Exact copy, no pictures: reproduce every record below as it stands.

Provided records: Begin

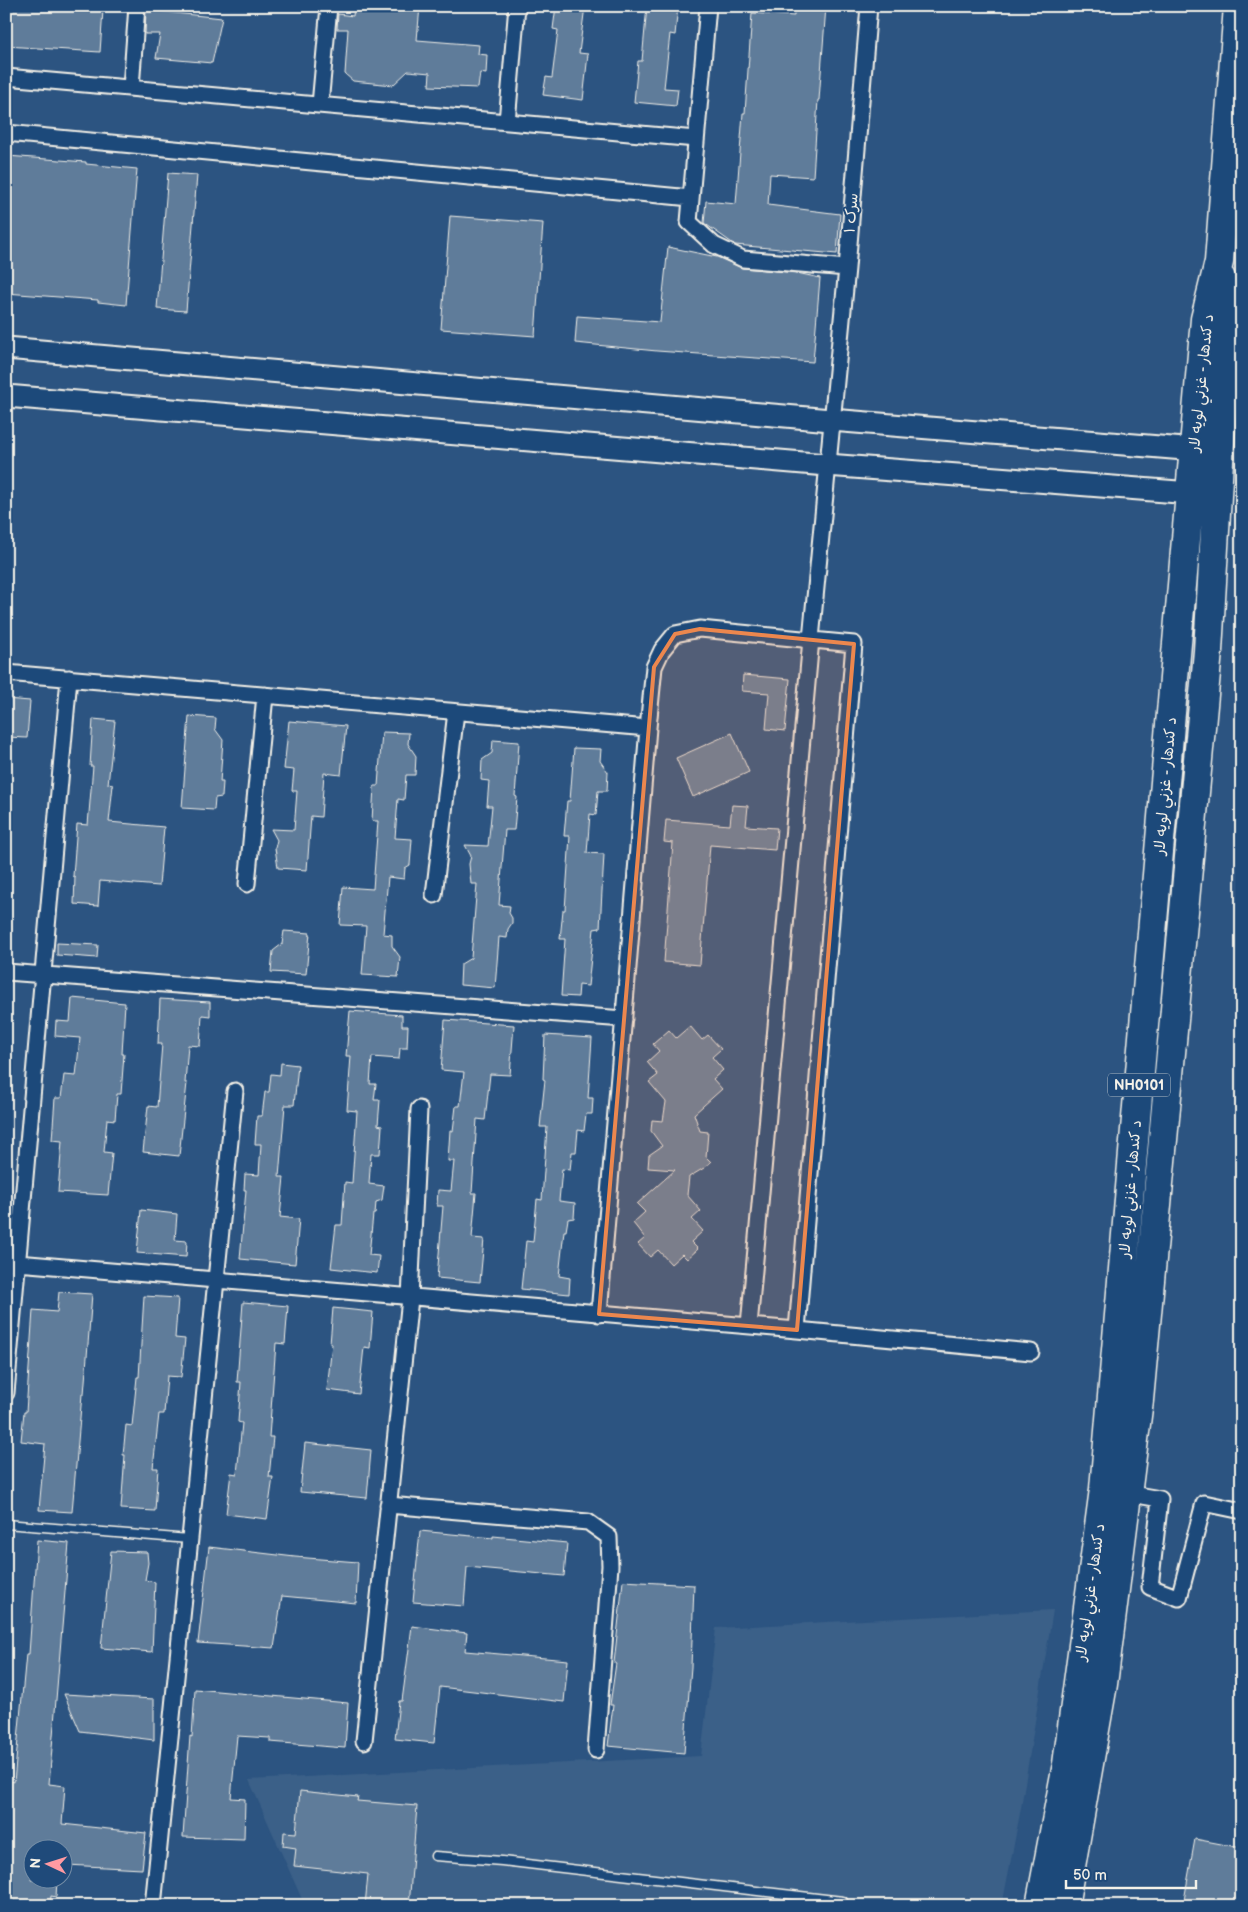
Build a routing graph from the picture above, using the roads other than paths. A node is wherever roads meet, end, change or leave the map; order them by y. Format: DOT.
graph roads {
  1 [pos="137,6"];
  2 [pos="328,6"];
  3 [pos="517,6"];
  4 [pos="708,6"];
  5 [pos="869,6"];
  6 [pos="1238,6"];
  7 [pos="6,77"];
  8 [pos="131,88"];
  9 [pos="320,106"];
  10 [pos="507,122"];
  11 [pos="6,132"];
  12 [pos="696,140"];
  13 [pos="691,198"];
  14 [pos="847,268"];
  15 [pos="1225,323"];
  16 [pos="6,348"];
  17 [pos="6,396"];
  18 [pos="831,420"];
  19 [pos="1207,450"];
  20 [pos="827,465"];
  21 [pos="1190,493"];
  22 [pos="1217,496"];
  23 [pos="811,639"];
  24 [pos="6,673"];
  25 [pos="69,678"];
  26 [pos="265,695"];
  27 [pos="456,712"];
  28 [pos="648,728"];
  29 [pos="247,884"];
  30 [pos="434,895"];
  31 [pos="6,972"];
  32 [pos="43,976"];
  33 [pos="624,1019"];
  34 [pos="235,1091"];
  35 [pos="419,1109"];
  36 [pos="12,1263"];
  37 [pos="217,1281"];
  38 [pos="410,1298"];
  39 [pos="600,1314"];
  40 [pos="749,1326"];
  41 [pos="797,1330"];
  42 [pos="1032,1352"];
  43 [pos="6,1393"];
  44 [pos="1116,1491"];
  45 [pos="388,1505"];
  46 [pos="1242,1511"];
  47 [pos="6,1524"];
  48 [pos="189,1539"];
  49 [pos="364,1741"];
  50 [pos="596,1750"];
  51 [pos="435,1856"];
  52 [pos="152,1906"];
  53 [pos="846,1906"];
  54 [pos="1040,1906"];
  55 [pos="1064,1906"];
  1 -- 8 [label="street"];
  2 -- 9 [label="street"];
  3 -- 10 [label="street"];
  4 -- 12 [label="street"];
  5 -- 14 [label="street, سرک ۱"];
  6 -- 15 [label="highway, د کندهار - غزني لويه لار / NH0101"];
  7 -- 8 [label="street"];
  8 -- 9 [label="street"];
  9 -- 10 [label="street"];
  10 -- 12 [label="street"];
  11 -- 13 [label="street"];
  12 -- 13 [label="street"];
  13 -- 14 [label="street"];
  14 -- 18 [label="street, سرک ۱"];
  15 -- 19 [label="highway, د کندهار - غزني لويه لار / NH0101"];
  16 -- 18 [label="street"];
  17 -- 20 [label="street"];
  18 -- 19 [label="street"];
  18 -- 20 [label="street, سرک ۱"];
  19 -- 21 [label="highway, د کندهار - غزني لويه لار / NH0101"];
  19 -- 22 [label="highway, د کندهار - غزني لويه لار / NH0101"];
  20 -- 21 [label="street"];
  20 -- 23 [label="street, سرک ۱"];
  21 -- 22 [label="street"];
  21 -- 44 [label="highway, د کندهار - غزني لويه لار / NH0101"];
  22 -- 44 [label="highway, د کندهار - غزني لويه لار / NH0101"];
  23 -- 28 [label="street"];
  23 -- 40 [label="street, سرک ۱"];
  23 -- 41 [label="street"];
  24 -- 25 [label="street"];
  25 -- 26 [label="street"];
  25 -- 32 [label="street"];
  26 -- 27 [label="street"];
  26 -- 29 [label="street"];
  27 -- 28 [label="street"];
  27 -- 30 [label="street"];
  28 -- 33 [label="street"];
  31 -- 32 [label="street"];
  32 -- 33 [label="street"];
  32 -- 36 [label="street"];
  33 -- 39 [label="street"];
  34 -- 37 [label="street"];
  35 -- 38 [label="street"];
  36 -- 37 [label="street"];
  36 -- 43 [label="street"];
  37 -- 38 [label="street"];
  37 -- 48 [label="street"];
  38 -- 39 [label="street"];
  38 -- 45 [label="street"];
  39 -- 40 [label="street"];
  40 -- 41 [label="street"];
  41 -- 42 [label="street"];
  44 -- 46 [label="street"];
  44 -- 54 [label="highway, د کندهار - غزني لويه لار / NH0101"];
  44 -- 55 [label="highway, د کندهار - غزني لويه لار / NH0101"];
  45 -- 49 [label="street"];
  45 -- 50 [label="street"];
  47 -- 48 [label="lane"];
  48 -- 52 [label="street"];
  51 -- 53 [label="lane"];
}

Provided records: End

> [Answer section]
Build a routing graph from the picture above, using the roads other than paths. A node is wherever roads meet, end, change or leave the map; order them by y. Format: DOT.
graph roads {
  1 [pos="137,6"];
  2 [pos="328,6"];
  3 [pos="517,6"];
  4 [pos="708,6"];
  5 [pos="869,6"];
  6 [pos="1238,6"];
  7 [pos="6,77"];
  8 [pos="131,88"];
  9 [pos="320,106"];
  10 [pos="507,122"];
  11 [pos="6,132"];
  12 [pos="696,140"];
  13 [pos="691,198"];
  14 [pos="847,268"];
  15 [pos="1225,323"];
  16 [pos="6,348"];
  17 [pos="6,396"];
  18 [pos="831,420"];
  19 [pos="1207,450"];
  20 [pos="827,465"];
  21 [pos="1190,493"];
  22 [pos="1217,496"];
  23 [pos="811,639"];
  24 [pos="6,673"];
  25 [pos="69,678"];
  26 [pos="265,695"];
  27 [pos="456,712"];
  28 [pos="648,728"];
  29 [pos="247,884"];
  30 [pos="434,895"];
  31 [pos="6,972"];
  32 [pos="43,976"];
  33 [pos="624,1019"];
  34 [pos="235,1091"];
  35 [pos="419,1109"];
  36 [pos="12,1263"];
  37 [pos="217,1281"];
  38 [pos="410,1298"];
  39 [pos="600,1314"];
  40 [pos="749,1326"];
  41 [pos="797,1330"];
  42 [pos="1032,1352"];
  43 [pos="6,1393"];
  44 [pos="1116,1491"];
  45 [pos="388,1505"];
  46 [pos="1242,1511"];
  47 [pos="6,1524"];
  48 [pos="189,1539"];
  49 [pos="364,1741"];
  50 [pos="596,1750"];
  51 [pos="435,1856"];
  52 [pos="152,1906"];
  53 [pos="846,1906"];
  54 [pos="1040,1906"];
  55 [pos="1064,1906"];
  1 -- 8 [label="street"];
  2 -- 9 [label="street"];
  3 -- 10 [label="street"];
  4 -- 12 [label="street"];
  5 -- 14 [label="street, سرک ۱"];
  6 -- 15 [label="highway, د کندهار - غزني لويه لار / NH0101"];
  7 -- 8 [label="street"];
  8 -- 9 [label="street"];
  9 -- 10 [label="street"];
  10 -- 12 [label="street"];
  11 -- 13 [label="street"];
  12 -- 13 [label="street"];
  13 -- 14 [label="street"];
  14 -- 18 [label="street, سرک ۱"];
  15 -- 19 [label="highway, د کندهار - غزني لويه لار / NH0101"];
  16 -- 18 [label="street"];
  17 -- 20 [label="street"];
  18 -- 19 [label="street"];
  18 -- 20 [label="street, سرک ۱"];
  19 -- 21 [label="highway, د کندهار - غزني لويه لار / NH0101"];
  19 -- 22 [label="highway, د کندهار - غزني لويه لار / NH0101"];
  20 -- 21 [label="street"];
  20 -- 23 [label="street, سرک ۱"];
  21 -- 22 [label="street"];
  21 -- 44 [label="highway, د کندهار - غزني لويه لار / NH0101"];
  22 -- 44 [label="highway, د کندهار - غزني لويه لار / NH0101"];
  23 -- 28 [label="street"];
  23 -- 40 [label="street, سرک ۱"];
  23 -- 41 [label="street"];
  24 -- 25 [label="street"];
  25 -- 26 [label="street"];
  25 -- 32 [label="street"];
  26 -- 27 [label="street"];
  26 -- 29 [label="street"];
  27 -- 28 [label="street"];
  27 -- 30 [label="street"];
  28 -- 33 [label="street"];
  31 -- 32 [label="street"];
  32 -- 33 [label="street"];
  32 -- 36 [label="street"];
  33 -- 39 [label="street"];
  34 -- 37 [label="street"];
  35 -- 38 [label="street"];
  36 -- 37 [label="street"];
  36 -- 43 [label="street"];
  37 -- 38 [label="street"];
  37 -- 48 [label="street"];
  38 -- 39 [label="street"];
  38 -- 45 [label="street"];
  39 -- 40 [label="street"];
  40 -- 41 [label="street"];
  41 -- 42 [label="street"];
  44 -- 46 [label="street"];
  44 -- 54 [label="highway, د کندهار - غزني لويه لار / NH0101"];
  44 -- 55 [label="highway, د کندهار - غزني لويه لار / NH0101"];
  45 -- 49 [label="street"];
  45 -- 50 [label="street"];
  47 -- 48 [label="lane"];
  48 -- 52 [label="street"];
  51 -- 53 [label="lane"];
}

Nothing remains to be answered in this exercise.